Mimo że w 2019 r. nie ma najważniejszych imprez świata, jak igrzyska olimpijskie czy piłkarski mundial, to i tak sportowcom nie zabraknie zawodów, w których zwrócą na siebie uwagę. Zastanowiliśmy się, kto z polskich i zagranicznych sportowców w rozpoczętym roku będzie imponował najbardziej.

Piotr Żyła
Co prawda Piotr Żyła rok rozpoczął przeciętnie, ale wróci do formy na mistrzostwa świata. Te trwać będą od 20 lutego do 3 marca. Rywalizację indywidualną na skoczni normalnej i dużej powinien zakończyć w pierwszej trójce, podobnie jak z drużyną. Pozostaje żałować, że po ceremonii medalowej nie udzieli wywiadu, który rozbawi widzów.
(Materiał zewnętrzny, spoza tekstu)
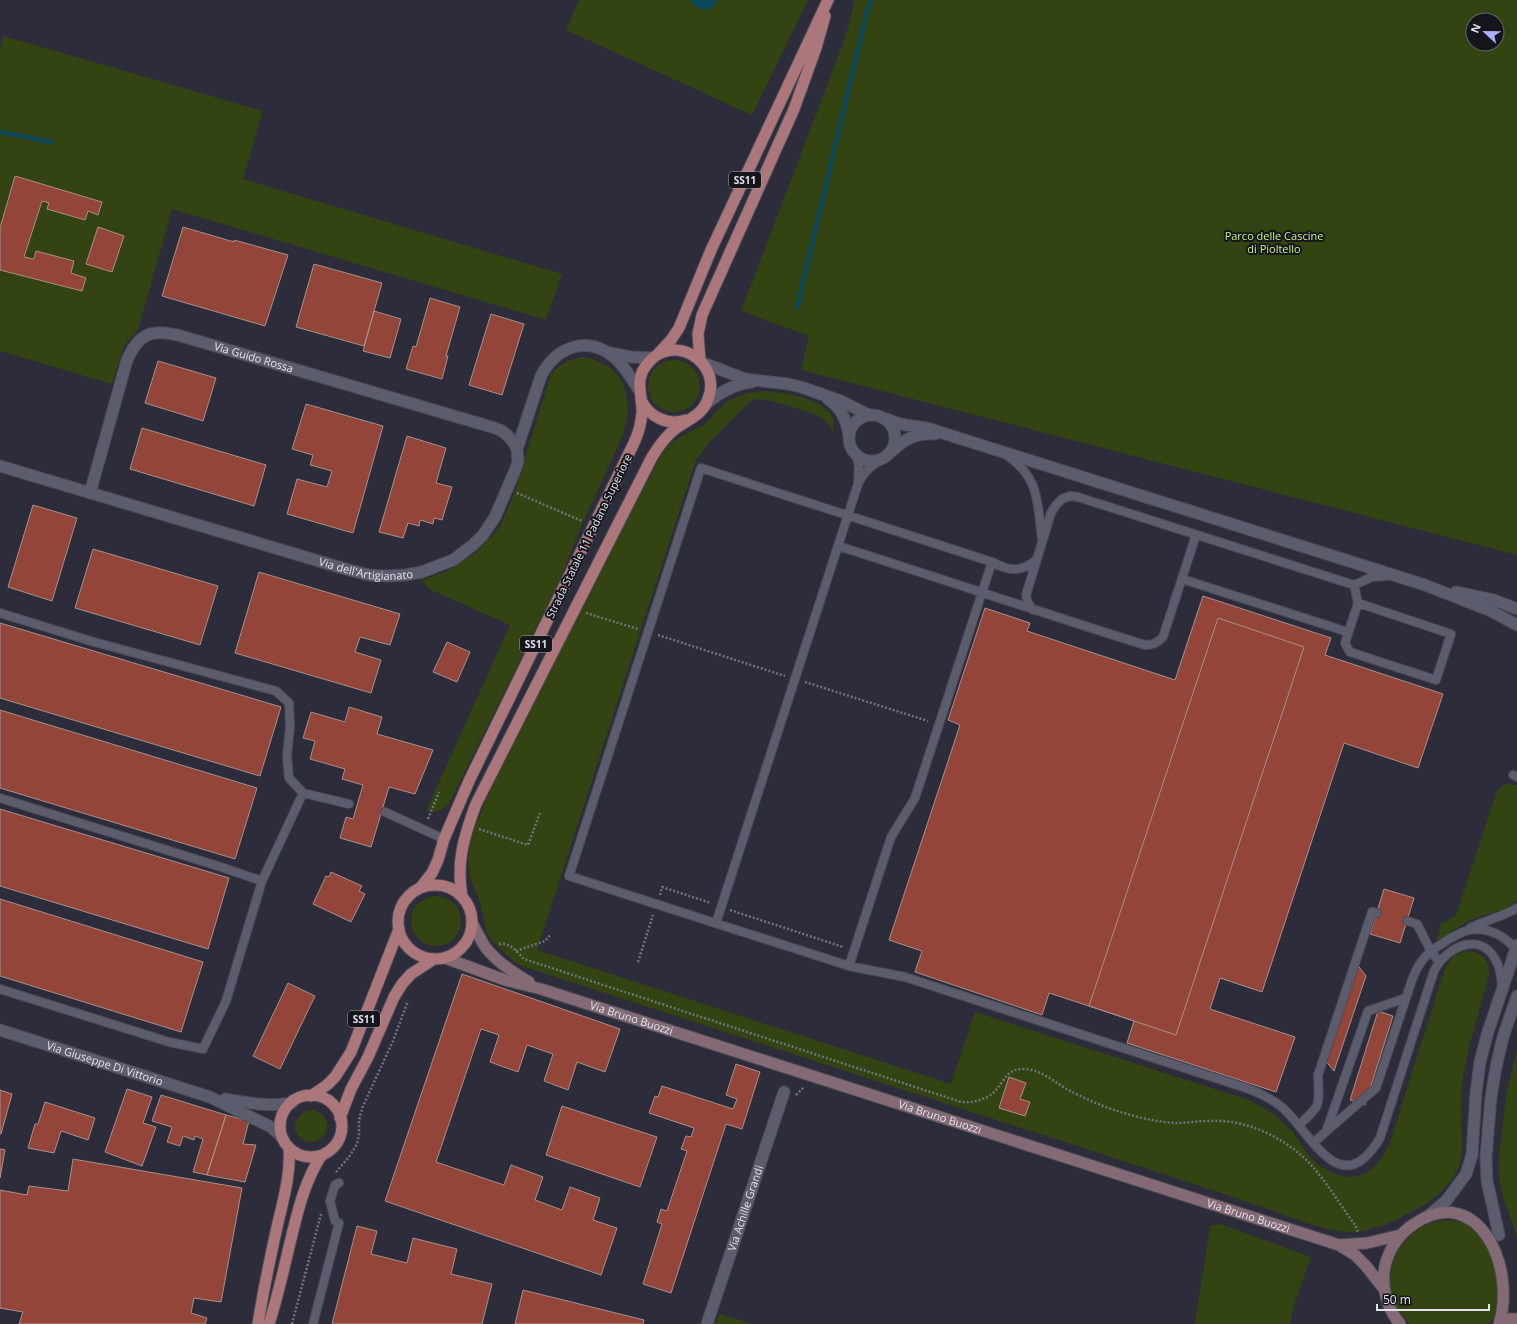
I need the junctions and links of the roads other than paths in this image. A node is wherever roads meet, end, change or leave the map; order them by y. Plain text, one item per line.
1 (828, 0) edge
2 (607, 352) junction
3 (655, 357) junction
4 (700, 361) junction
5 (763, 381) junction
6 (813, 391) junction
7 (640, 394) junction
8 (706, 404) junction
9 (869, 415) junction
10 (886, 419) junction
11 (689, 420) junction
12 (849, 435) junction
13 (952, 436) junction
14 (517, 449) junction
15 (892, 451) junction
16 (1003, 452) junction
17 (857, 456) junction
18 (879, 461) junction
19 (0, 466) edge
20 (858, 484) junction
21 (90, 493) junction
22 (848, 515) junction
23 (1196, 535) junction
24 (1042, 541) junction
25 (838, 546) junction
26 (1036, 560) junction
27 (992, 562) junction
28 (1398, 576) junction
29 (1182, 579) junction
30 (1354, 585) junction
31 (1425, 585) junction
32 (982, 592) junction
33 (1358, 603) junction
34 (1517, 609) edge
35 (1033, 610) junction
36 (0, 613) edge
37 (1517, 625) edge
38 (1348, 632) junction
39 (302, 793) junction
40 (0, 798) edge
41 (349, 804) dead end
42 (385, 812) dead end
43 (444, 839) junction
44 (262, 881) junction
45 (421, 887) junction
46 (462, 896) junction
47 (1517, 908) edge
48 (1377, 913) dead end
49 (1407, 921) dead end
50 (472, 923) junction
51 (716, 923) junction
52 (399, 929) junction
53 (1463, 932) junction
54 (1516, 949) edge
55 (1432, 951) junction
56 (439, 958) junction
57 (1439, 962) junction
58 (849, 966) junction
59 (0, 989) edge
60 (541, 989) junction
61 (1502, 989) junction
62 (1517, 996) edge
63 (1406, 998) junction
64 (0, 1030) edge
65 (784, 1092) dead end
66 (311, 1096) junction
67 (210, 1097) junction
68 (292, 1103) junction
69 (340, 1118) junction
70 (1299, 1125) junction
71 (1327, 1130) junction
72 (282, 1138) junction
73 (1312, 1143) junction
74 (289, 1148) junction
75 (321, 1156) junction
76 (340, 1183) dead end
77 (1427, 1217) junction
78 (1401, 1235) junction
79 (1502, 1238) joint
80 (1339, 1246) junction
81 (1384, 1289) junction
82 (1514, 1296) dead end
83 (1517, 1319) edge
84 (1501, 1322) edge
85 (258, 1324) edge
86 (269, 1324) edge
87 (313, 1324) edge
88 (707, 1324) edge
89 (1400, 1324) edge

1 - 3 main road, Strada Statale 11 Padana Superiore / SS11
1 - 4 main road, Strada Statale 11 Padana Superiore / SS11
2 - 3 street, Via dell'Artigianato
2 - 7 street
2 - 14 street, Via dell'Artigianato
3 - 4 main road
3 - 7 main road, Strada Statale 11 Padana Superiore / SS11
4 - 5 street
4 - 8 main road, Strada Statale 11 Padana Superiore / SS11
5 - 6 street
5 - 8 street
6 - 9 street
6 - 12 street
7 - 11 main road
7 - 43 main road, Strada Statale 11 Padana Superiore / SS11
8 - 11 main road, Strada Statale 11 Padana Superiore / SS11
9 - 10 street
9 - 12 street
10 - 13 street
10 - 15 street
11 - 46 main road, Strada Statale 11 Padana Superiore / SS11
12 - 17 street
13 - 15 street
13 - 16 street
14 - 21 street, Via dell'Artigianato
14 - 21 street, Via Guido Rossa
15 - 18 street
16 - 24 lane
16 - 28 street
17 - 18 street
17 - 20 lane
18 - 20 lane
19 - 21 street, Via dell'Artigianato
20 - 22 lane
22 - 25 lane
22 - 27 lane
22 - 51 lane
23 - 24 lane
23 - 29 lane
23 - 30 lane
24 - 26 lane
25 - 32 lane
25 - 51 lane
26 - 27 lane
26 - 35 lane
27 - 32 lane
28 - 30 lane
28 - 31 street
29 - 35 lane
29 - 38 lane
30 - 33 lane
31 - 34 street
31 - 37 street
32 - 35 lane
32 - 58 lane
33 - 38 lane
33 - 38 lane
36 - 39 lane
39 - 41 lane
39 - 44 lane
40 - 44 lane
42 - 43 lane
43 - 45 main road, Strada Statale 11 Padana Superiore / SS11
44 - 59 lane
45 - 46 main road
45 - 52 main road, Strada Statale 11 Padana Superiore / SS11
46 - 50 main road, Strada Statale 11 Padana Superiore / SS11
47 - 53 lane
48 - 70 lane
49 - 55 lane
50 - 56 main road, SS11
50 - 60 main road, Via Bruno Buozzi
51 - 58 lane
52 - 56 main road
52 - 66 main road, Strada Statale 11 Padana Superiore / SS11
53 - 54 lane
53 - 55 lane
54 - 61 street
55 - 57 lane
55 - 63 lane
56 - 60 main road, Via Bruno Buozzi
56 - 69 main road, SS11
57 - 61 lane
57 - 73 lane
58 - 70 lane
60 - 80 main road, Via Bruno Buozzi
61 - 77 street
62 - 79 street
63 - 71 lane
63 - 71 lane
64 - 67 street, Via Giuseppe Di Vittorio
65 - 88 street, Via Achille Grandi
66 - 68 main road, Strada Statale 11 Padana Superiore / SS11
66 - 69 main road
67 - 68 street, Via Giuseppe Di Vittorio
67 - 72 street, Via Giuseppe Di Vittorio
68 - 72 main road
69 - 75 main road, SS11
70 - 73 lane
71 - 73 lane
72 - 74 main road
74 - 75 main road
74 - 85 main road
75 - 86 main road, SS11
76 - 87 lane
77 - 78 main road
77 - 79 main road
78 - 80 main road, Via Bruno Buozzi
78 - 81 main road
80 - 81 main road, Via Bruno Buozzi
81 - 89 main road
82 - 84 main road
83 - 84 main road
Jednak przemiana mentalna pozytywnie wpłynęła na jego formę.

Robert Kubica
Nasz jedynak w Formule 1 tak naprawdę już nic nie musi. Droga, jaką przeszedł od koszmarnego wypadku do ponownego znalezienia się w stawce królowej motorsportu, zasługuje na najwyższe uznanie. Ale Robert Kubica nie byłby sobą, gdyby osiadł na laurach. Co prawda bolidem Williamsa na podium pewnie nie stanie, ale w kilku z 21 wyścigów w sezonie napsuje krwi rywalom, co za-owocuje nowym kontraktem z czołowym zespołem F1.

Jakub Kochanowski (na zdjęciu) i Wilfredo Leon
Rok dla siatkarzy będzie długi i wymagający, dlatego spodziewamy się, że podporami drużyny mistrzów świata - oprócz Bartosza Kurka, rzecz jasna - będą Jakub Kochanowski i Wilfredo Leon. 21-letni środkowy z roku na rok robi kosmiczne postępy, a Kubańczyk nie przez przypadek uznawany jest za najlepszego siatkarza na świecie. Pozostaje rozwiązać kwestię, kto będzie błyszczał podczas kwalifikacji do igrzysk, a kto w mistrzostwach Europy.